*YOUR GOAL*
Please find every line of the listing below where "lists" occurs and copy it.

________________________

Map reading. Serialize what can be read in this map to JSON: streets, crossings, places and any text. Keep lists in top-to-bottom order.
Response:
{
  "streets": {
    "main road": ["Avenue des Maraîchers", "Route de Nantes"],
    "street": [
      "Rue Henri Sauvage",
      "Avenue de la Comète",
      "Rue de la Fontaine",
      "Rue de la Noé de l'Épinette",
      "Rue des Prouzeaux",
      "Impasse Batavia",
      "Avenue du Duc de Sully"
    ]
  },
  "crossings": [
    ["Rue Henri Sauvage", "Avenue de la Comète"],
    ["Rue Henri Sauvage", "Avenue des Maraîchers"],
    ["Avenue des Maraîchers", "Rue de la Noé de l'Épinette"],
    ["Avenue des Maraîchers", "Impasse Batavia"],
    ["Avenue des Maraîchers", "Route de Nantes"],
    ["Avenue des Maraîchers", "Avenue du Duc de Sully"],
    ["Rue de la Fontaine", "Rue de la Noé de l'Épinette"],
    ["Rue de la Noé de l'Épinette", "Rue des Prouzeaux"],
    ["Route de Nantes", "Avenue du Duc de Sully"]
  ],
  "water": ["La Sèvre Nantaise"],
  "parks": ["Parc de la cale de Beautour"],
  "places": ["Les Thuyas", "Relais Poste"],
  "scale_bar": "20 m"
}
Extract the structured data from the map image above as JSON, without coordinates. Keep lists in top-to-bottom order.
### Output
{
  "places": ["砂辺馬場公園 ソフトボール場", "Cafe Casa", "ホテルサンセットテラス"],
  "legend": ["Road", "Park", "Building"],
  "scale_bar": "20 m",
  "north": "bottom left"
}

________________________

*EXERCISE SOLUTION*
Map reading. Serialize what can be read in this map to JSON: streets, crossings, places and any text. Keep lists in top-to-bottom order.
Extract the structured data from the map image above as JSON, without coordinates. Keep lists in top-to-bottom order.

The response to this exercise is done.